Very few people believe that these cuts will ever be implemented. Allowing these cuts in doctors’ fees to be implemented would reduce Medicare spending, but doctors will be very upset. It shouldn’t surprise anyone that they don’t want to work for less money. As a result, if the cuts were implemented, and once doctors understand that their rates aren’t going back up — no matter how much they lobby and scream about the unfairness of it all —  they will likely stop serving Medicare patients or at least reduce the number of Medicare patients they see, feeding the trend described above. This is the way it works.

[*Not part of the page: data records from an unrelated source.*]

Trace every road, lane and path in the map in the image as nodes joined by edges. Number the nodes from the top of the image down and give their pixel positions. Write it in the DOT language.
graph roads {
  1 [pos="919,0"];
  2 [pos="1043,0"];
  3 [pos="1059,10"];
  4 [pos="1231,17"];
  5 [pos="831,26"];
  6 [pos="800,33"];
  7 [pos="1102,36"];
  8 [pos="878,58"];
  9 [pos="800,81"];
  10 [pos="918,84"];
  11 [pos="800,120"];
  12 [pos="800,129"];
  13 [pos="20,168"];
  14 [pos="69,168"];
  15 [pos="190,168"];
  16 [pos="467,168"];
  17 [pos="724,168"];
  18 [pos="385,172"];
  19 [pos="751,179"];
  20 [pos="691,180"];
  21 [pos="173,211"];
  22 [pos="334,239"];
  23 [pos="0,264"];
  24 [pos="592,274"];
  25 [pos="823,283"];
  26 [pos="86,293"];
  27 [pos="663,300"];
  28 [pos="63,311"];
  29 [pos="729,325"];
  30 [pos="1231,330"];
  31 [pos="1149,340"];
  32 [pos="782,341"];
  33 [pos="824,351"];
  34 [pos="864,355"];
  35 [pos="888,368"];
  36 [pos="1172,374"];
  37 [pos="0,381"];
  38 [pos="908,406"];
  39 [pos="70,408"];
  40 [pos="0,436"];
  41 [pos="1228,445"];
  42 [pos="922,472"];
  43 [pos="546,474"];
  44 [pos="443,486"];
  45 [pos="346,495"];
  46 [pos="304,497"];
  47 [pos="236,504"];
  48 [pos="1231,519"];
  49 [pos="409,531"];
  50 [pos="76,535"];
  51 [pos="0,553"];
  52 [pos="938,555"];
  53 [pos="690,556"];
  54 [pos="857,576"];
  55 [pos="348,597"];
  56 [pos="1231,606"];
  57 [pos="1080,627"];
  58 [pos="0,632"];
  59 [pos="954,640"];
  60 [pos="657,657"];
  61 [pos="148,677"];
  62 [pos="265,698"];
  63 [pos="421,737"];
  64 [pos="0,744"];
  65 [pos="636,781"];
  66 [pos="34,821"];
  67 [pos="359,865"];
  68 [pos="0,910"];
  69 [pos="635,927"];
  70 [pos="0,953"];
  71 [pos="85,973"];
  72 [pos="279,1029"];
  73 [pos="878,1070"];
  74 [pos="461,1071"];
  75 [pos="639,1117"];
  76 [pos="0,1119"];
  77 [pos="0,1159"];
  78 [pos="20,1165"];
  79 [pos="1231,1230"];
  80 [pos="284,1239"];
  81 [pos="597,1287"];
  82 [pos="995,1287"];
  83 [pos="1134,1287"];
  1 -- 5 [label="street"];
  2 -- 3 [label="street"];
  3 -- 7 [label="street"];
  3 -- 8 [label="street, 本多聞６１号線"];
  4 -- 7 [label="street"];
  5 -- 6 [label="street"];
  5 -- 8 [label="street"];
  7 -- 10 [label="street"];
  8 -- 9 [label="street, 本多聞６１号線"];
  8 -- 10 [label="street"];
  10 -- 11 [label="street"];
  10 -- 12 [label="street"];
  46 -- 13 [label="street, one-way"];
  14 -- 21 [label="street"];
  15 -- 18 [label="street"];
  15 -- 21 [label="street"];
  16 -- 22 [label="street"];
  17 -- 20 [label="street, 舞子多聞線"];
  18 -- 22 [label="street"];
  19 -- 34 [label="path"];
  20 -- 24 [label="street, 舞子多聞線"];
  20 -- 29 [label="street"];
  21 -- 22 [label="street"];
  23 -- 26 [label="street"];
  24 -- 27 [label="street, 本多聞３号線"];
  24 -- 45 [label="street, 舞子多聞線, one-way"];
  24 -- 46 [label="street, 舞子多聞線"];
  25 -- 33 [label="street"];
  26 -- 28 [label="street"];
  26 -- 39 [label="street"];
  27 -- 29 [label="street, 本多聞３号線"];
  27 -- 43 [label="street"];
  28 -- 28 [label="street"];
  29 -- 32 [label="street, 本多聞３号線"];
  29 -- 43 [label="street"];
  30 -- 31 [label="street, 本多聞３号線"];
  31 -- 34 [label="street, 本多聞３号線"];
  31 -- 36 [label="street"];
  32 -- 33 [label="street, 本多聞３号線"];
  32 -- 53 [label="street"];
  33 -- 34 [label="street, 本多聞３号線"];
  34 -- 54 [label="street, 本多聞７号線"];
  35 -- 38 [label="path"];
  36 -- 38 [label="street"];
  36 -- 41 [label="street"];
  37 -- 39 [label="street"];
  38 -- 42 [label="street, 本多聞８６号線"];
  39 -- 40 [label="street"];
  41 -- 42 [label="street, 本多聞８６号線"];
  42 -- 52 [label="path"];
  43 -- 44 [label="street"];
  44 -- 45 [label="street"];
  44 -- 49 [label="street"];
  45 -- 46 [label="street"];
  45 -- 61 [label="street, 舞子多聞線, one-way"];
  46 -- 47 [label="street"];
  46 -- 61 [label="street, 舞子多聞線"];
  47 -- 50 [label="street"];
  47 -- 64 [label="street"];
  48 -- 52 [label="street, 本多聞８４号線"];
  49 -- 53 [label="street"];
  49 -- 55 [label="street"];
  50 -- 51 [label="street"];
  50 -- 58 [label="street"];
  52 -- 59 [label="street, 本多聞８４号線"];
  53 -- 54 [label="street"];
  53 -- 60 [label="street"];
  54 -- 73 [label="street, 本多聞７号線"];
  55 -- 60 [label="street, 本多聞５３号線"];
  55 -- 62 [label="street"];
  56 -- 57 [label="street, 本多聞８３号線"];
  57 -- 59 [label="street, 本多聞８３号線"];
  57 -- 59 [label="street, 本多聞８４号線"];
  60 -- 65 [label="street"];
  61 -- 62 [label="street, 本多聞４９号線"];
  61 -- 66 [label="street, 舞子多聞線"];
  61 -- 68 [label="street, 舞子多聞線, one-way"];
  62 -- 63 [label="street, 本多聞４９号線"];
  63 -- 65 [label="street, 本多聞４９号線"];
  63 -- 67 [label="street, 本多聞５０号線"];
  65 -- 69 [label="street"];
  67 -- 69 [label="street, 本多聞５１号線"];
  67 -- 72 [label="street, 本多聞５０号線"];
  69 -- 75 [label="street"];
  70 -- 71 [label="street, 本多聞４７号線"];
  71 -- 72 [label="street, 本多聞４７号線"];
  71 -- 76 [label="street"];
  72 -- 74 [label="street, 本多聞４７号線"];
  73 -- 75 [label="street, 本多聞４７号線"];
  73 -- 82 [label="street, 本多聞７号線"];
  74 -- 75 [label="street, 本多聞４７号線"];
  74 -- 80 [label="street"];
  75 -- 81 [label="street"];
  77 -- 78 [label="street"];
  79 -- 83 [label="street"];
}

Seniors are already upset with the way things are going (they still have to pay a Medicare premium even if they can only find doctors to see by paying out-of-pocket) are unlikely to like the way things will continue to go if the cuts are implemented.

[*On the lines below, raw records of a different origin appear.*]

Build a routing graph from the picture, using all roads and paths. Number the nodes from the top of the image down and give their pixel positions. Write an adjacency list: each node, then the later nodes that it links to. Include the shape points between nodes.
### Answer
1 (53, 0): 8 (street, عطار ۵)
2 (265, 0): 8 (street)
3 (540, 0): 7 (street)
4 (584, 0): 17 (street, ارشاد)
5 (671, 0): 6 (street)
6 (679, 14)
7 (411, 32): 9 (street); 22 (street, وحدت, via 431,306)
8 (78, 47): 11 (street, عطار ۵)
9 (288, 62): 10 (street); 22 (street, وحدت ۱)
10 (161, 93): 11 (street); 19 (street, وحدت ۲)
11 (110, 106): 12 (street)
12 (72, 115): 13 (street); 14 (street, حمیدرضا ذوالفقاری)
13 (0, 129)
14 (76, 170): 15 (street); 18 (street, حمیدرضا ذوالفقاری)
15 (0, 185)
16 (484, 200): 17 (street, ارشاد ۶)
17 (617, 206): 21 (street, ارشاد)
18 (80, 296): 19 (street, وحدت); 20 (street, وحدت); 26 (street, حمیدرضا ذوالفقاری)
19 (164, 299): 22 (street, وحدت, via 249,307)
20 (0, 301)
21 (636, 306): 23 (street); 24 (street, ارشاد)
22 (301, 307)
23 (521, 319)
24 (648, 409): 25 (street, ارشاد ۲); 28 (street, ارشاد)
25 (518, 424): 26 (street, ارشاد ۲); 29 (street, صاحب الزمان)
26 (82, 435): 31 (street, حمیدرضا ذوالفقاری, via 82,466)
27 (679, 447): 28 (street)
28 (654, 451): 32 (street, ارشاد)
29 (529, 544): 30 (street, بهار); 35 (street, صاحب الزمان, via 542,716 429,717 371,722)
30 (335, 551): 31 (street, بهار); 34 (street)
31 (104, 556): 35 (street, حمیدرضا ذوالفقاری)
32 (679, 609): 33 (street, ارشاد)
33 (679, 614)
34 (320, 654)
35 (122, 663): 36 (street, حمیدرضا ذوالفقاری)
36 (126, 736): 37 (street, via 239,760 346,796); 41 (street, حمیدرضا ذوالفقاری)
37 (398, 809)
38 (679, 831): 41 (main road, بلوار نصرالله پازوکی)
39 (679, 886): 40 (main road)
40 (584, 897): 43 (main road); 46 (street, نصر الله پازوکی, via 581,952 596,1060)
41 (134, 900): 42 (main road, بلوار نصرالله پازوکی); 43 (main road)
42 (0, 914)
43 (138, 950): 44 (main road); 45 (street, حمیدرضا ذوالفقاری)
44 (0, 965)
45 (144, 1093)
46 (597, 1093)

Meanwhile, here is what some doctors are doing in their Medicare after-life:

Doctors who don’t take Medicare say they don’t necessarily raise rates significantly. Some say not having to submit claims and file mandated reports allows them to keep their overhead low. They can also adjust their fees to fit patients’ needs.

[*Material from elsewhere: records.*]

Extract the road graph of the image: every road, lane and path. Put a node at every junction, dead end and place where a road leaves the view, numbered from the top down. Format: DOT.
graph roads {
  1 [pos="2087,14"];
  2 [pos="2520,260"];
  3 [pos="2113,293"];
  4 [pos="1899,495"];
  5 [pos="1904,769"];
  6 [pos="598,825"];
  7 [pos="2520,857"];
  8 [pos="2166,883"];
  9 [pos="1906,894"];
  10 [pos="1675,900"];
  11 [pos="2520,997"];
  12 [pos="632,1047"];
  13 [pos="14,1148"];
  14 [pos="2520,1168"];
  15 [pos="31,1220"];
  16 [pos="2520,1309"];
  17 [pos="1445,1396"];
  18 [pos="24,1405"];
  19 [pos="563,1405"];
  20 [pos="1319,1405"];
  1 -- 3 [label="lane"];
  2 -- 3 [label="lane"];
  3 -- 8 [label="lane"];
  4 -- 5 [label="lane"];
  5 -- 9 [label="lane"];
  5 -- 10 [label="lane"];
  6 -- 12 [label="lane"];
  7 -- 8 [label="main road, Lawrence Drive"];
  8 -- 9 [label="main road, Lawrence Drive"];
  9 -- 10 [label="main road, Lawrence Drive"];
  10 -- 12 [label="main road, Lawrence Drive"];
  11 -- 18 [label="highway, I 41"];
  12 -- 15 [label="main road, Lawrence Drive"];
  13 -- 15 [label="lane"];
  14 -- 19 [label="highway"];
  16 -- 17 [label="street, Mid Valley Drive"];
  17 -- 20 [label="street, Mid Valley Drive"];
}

“We give discounts to teachers and preachers, and anybody who comes in wearing spurs gets $5 off,” said Juliette Madrigal-Dersch, a pediatrician and internist in Marble Falls, Texas. She says she also treats patients who develop cancer free of charge. “I couldn’t do that if I took Medicare. It’s considered an illegal enticement.” Dr. Madrigal-Dersch is president of the Association of American Physicians and Surgeons, a conservative group that advocates private-pay medicine. “It’s gone from being a fringy, rebellious thing to a business model,” she added.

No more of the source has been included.